Prior to the upcoming 2019 MusiCares Person Of The Year concert this week honouring Dolly Parton, the music legend has spoken out about equality.
“I really think it should not matter who you are whether it’s based on race, religion, color or gender,” Parton told grammy.com. "You should be allowed to do a job and do your job. If you do it well, you should be appreciated, respected, and admired. I’m proud that I’ve done well in this business. I try to live that as a woman. I try to let it stand in the songs I’ve written through the years long before there was ever a movement I was moving in it and talking about it even my first album was called Just Because I’m A Woman. It was based on that and my mistakes are no worse than yours and just because I’m a woman. I should get the same chance.
“And we did the ‘9 to 5’ song, so I was trying to be an example,” Paton continues. “I try to live it and be it rather than just preaching it, but everybody needs to do it their own way. So just get out there and not let anybody hold you down.”

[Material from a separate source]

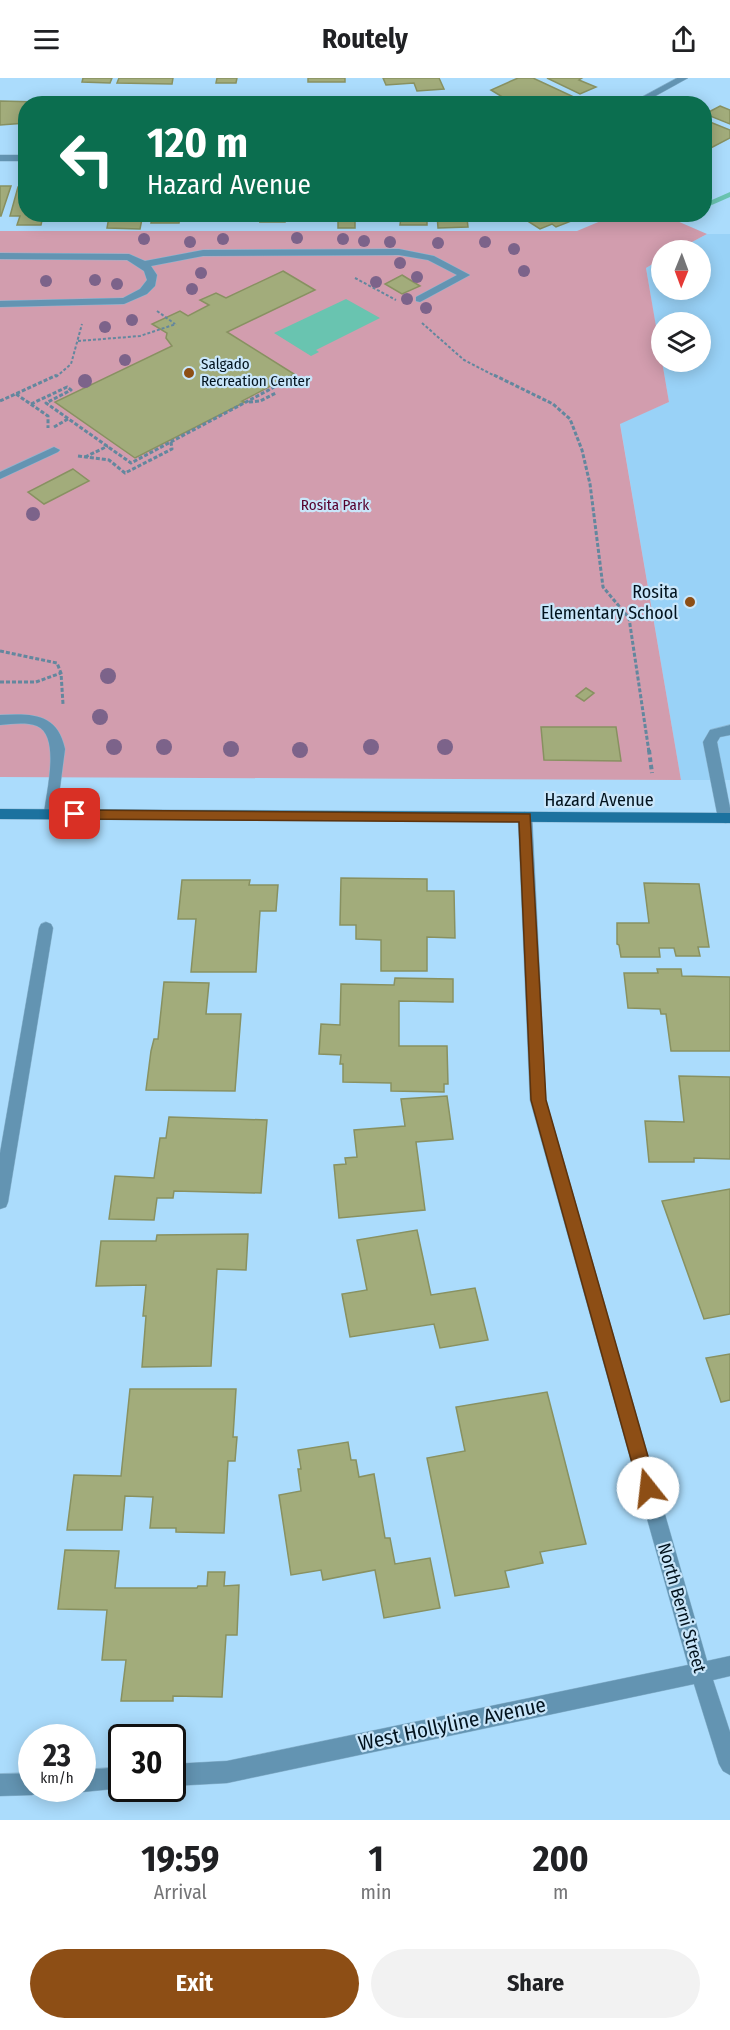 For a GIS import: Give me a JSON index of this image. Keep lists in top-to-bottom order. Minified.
{"streets":{"street":["Hazard Avenue","North Berni Street","West Hollyline Avenue"]},"crossings":[["Hazard Avenue","North Berni Street"],["North Berni Street","West Hollyline Avenue"]],"parks":["Rosita Park"],"places":["Salgado Recreation Center","Rosita Elementary School"],"north":"bottom","page":{"header":"Routely","turn":["120 m","Hazard Avenue"],"speed":"23 km/h","limit":"30","eta":["19:59","Arrival","1","min","200","m"],"buttons":["Exit","Share"]}}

Parton is the first artist from the Nashville community to be named MusiCares Person of the Year. She is being honored for her incredible creative achievements and contributions to the music world as well as her long-term support of many charitable organizations and causes, including the Imagination Library, which she founded in 1995 to support childhood literacy.
The concert in her honour will take place February 8 in LA, and will feature Garth Brooks, Trisha Yearwood, Miley Cyrus, Katy Perry, Vince Gill, Don Henley, Norah Jones, P!nk, Kacey Musgraves, Willie Nelson, Mark Ronson, Mavis Staples, and Chris Stapleton, GRAMMY nominees Leon Bridges, Lauren Daigle and Linda Perry and multi-platinum singer/songwriter Shawn Mendes.